Count every line in the following entries where the word "image" appears. Give the count alone.

DATA TO EXAMINE:
※ ※ ※

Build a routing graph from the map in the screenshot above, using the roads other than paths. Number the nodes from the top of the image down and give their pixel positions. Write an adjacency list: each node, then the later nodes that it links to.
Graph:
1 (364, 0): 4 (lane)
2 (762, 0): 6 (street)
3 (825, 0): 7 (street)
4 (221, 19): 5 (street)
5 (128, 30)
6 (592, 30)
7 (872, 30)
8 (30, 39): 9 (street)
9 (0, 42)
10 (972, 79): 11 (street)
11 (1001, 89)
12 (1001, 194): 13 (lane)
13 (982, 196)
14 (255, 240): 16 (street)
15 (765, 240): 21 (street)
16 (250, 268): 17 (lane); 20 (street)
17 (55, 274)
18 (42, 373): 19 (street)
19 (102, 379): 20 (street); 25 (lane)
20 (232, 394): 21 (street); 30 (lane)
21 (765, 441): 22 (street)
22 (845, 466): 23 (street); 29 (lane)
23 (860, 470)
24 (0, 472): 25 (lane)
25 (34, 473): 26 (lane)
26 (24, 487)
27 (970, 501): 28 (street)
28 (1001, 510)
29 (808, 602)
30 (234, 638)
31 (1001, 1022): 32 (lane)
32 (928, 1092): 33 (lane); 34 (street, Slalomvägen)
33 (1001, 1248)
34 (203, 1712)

※ ※ ※

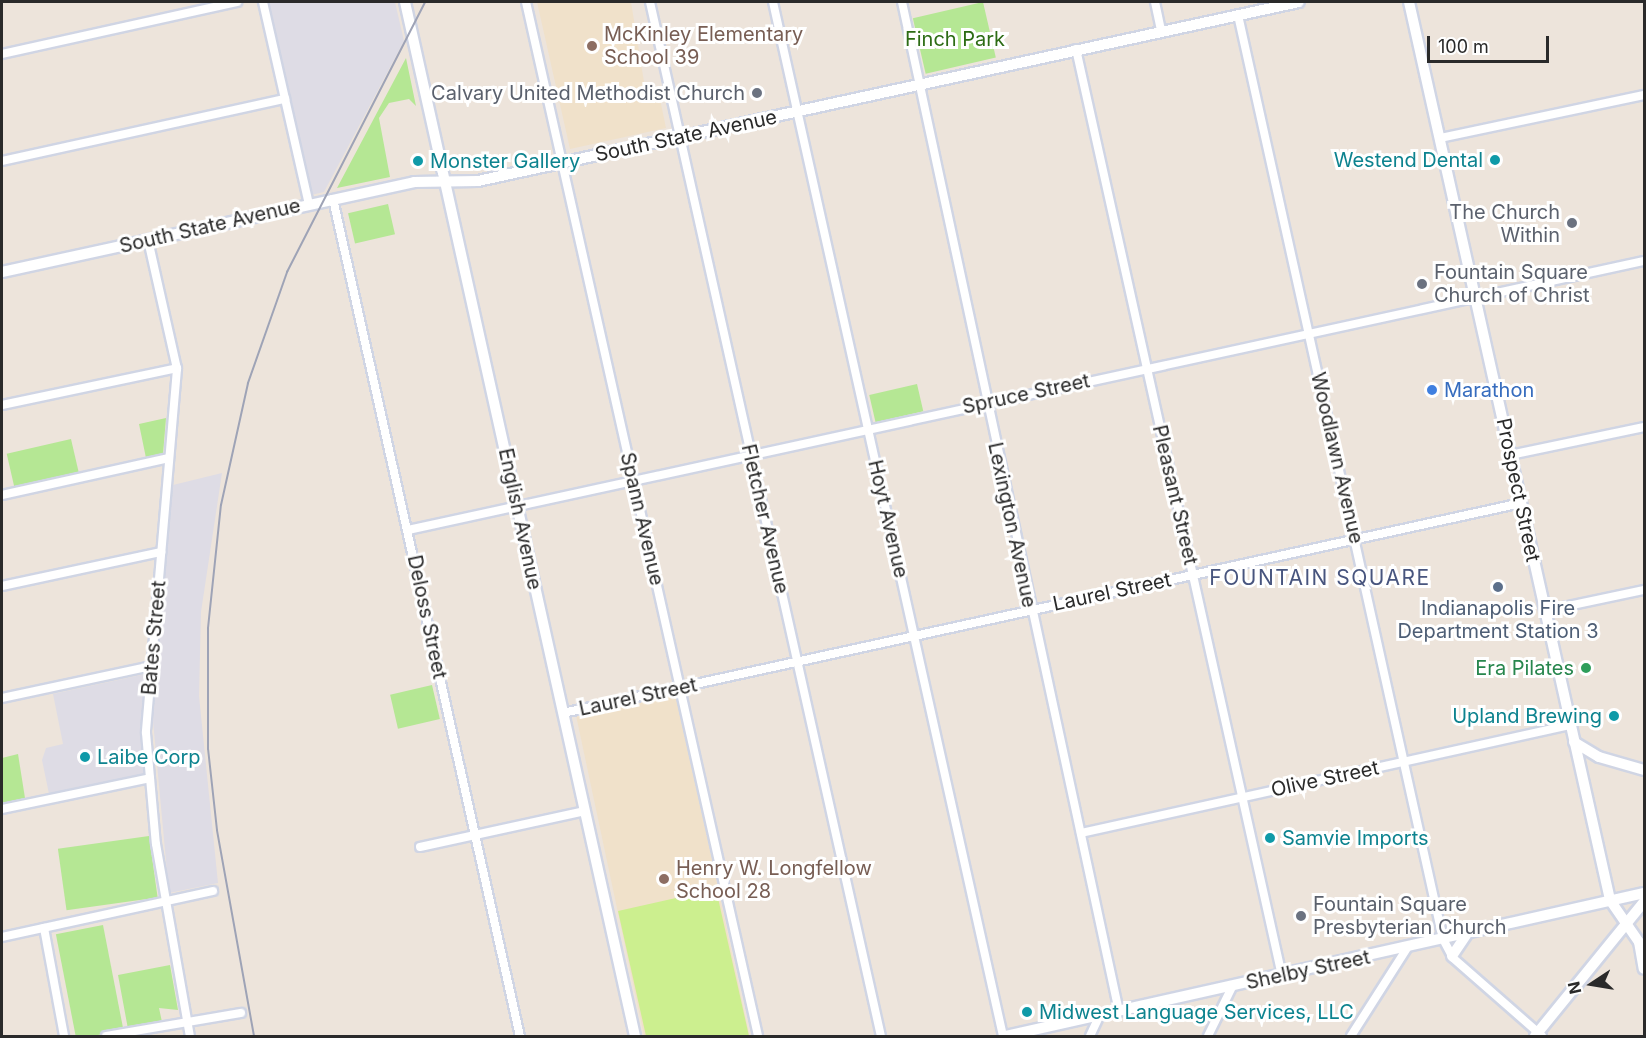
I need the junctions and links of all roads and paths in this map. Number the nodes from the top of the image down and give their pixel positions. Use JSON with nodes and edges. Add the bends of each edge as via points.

※ ※ ※

SOLUTION TO THIS TASK:
2